LINGUIST List 5.1345

Tue 22 Nov 1994

Sum: Speech processing software

Editor for this issue: <>


Directory

  1. Papazachariou D, Sum: software

Message 1: Sum: software

Date: Mon, 21 Nov 94 19:09:10 GMSum: software
From: Papazachariou D <papazessex.ac.uk>
Subject: Sum: software

Dear colleagues,
I am really grateful for your assistance and your information, which is
 presented bellow:
 A) for DOS/Windows

1. Speech Viewer
(with no more information either about the manufacturer, the price and any
 comments about its function).

2. CECIL (Computerised Extraction of Components of Intonation and Language)
Price: around $300
8 bit sampling  8, 13, or 19.5 kHz, to DOS PC memory, via parallel port.
Software extraction and display (EGA or VGA) of various features, e.g.,
 waveform
 raw F0
 smoothed F0
 etc.
Has built-in IPA font for transcription/labelling of analysed signals.
address: "JAARS (International Computer Services, Box 248 JAARS Road, Waxhaw, NC
 28173, (USA?) (704) 843-6151, Fax: (704) 843-6200)" (Kimberly Soto).
(It seems that CECIL is hardware of the following package)

3.SIL Speech Analysis System
A package that "does a very good job of tracking and displaying F0. It will
 also display the waveform and/or amplitude contour simultaneously and can do
 some rudimentary spectral analysis as well. The total cost for the hardware
 interface and software is about $300. The hardware component consists of a
 small box that connects to the parallel port of the computer and has input
 jacks for a microphone or tape recorder. The version runs under MS-DOS,
 although I'm told a Windows version is either available now or will be soon.
 The address to order from is:
International Computer Services
Attn: Customer Services
Box 248
Waxhaw, NC 28173-0248
USA
Phone: 704-843-6257
They also list an e-mail address: icsust1.jaars.sil.org. I have not
found this address to work in the past". (Rod Casali)

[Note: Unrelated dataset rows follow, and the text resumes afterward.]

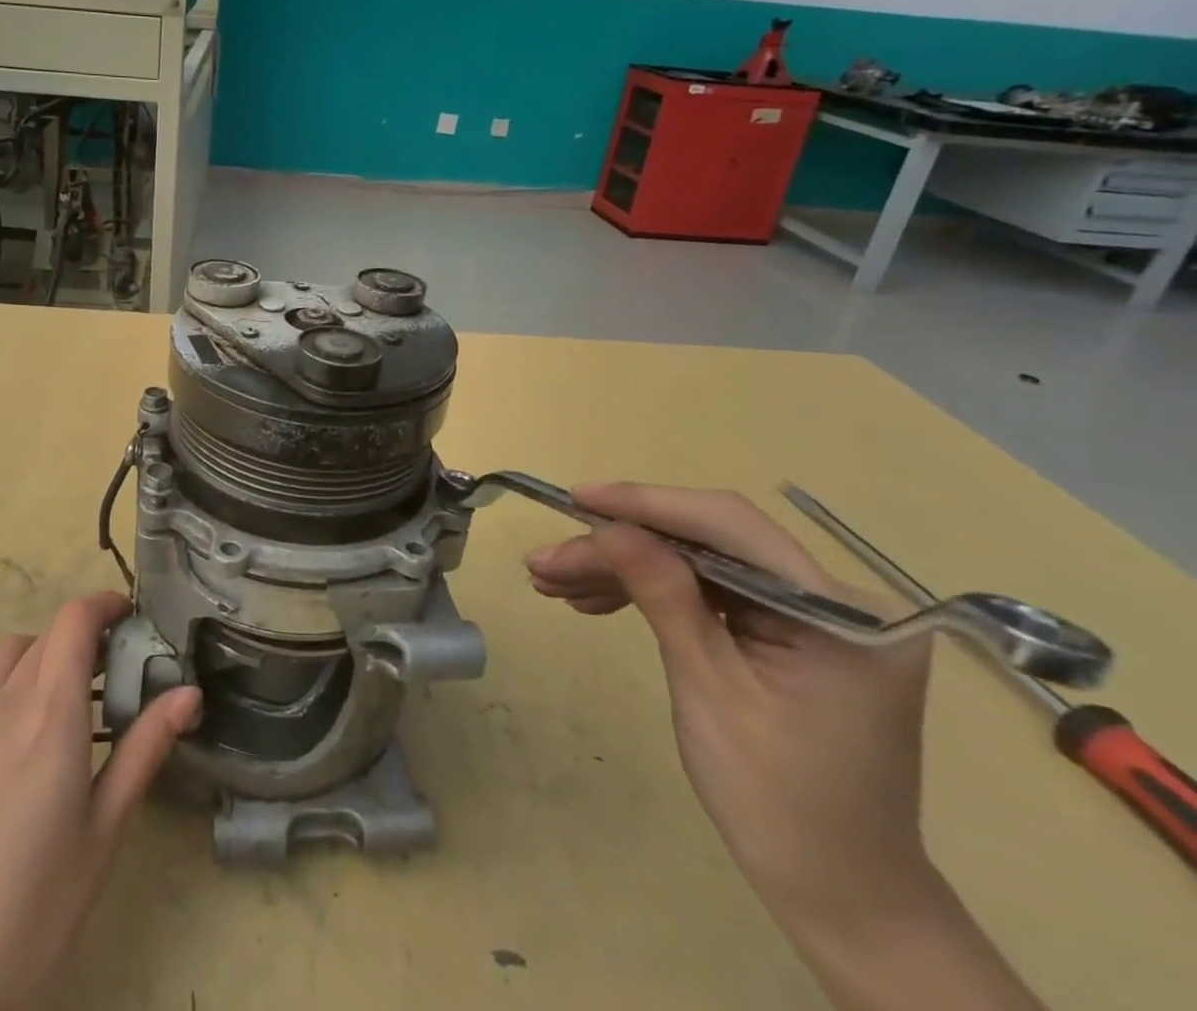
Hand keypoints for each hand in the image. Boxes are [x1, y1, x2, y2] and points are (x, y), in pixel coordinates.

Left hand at [0, 591, 200, 1010]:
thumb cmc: (35, 912)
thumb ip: (144, 750)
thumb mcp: (104, 833)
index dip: (103, 604)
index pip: (75, 621)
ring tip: (52, 695)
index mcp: (53, 716)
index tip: (128, 618)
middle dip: (79, 640)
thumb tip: (189, 693)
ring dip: (34, 657)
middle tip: (105, 675)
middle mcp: (2, 703)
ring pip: (0, 655)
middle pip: (44, 636)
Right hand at [527, 485, 1045, 1010]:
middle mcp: (833, 598)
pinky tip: (593, 599)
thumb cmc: (778, 803)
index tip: (576, 498)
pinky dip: (649, 592)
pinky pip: (706, 591)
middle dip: (620, 546)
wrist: (838, 892)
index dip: (647, 504)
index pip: (730, 527)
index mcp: (841, 613)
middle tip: (548, 562)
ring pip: (696, 562)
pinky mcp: (784, 629)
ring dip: (623, 569)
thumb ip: (664, 597)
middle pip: (706, 542)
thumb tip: (609, 525)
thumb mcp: (709, 692)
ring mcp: (809, 613)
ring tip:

4. CSRE (Canadian Speech Research Environment).
The program is developed by Don Jamieson and others in Western Ontario.
It needs a 386 PC or more. The program cost $ 400 (in 1993) and the
 manufacturers recommended an Ariel board as hardware (which cost around 2-3
 thousand dollars in 1993).
"address:
AVAAZ Innovation Inc.
PO Box 8040
Wonderland Rd. North
London Ontario N6G 2B0
Canada
Tel(519) 472-7944
Fax: (519) 472-7819" (Franke Ingolf)

5. DSP (Digital Signal Processing)
The manufacturer is :
 Ariel Corporation phone: (908) 249-2900
 433 River Road fax: (908) 249-2123
 Highland Park, NJ 08904 DSP BBS: (908) 249-2124 (300-9600 bps)
 (I believe in USA)
In addition, they offer the SpeechStation, a complete speech-synthesis package.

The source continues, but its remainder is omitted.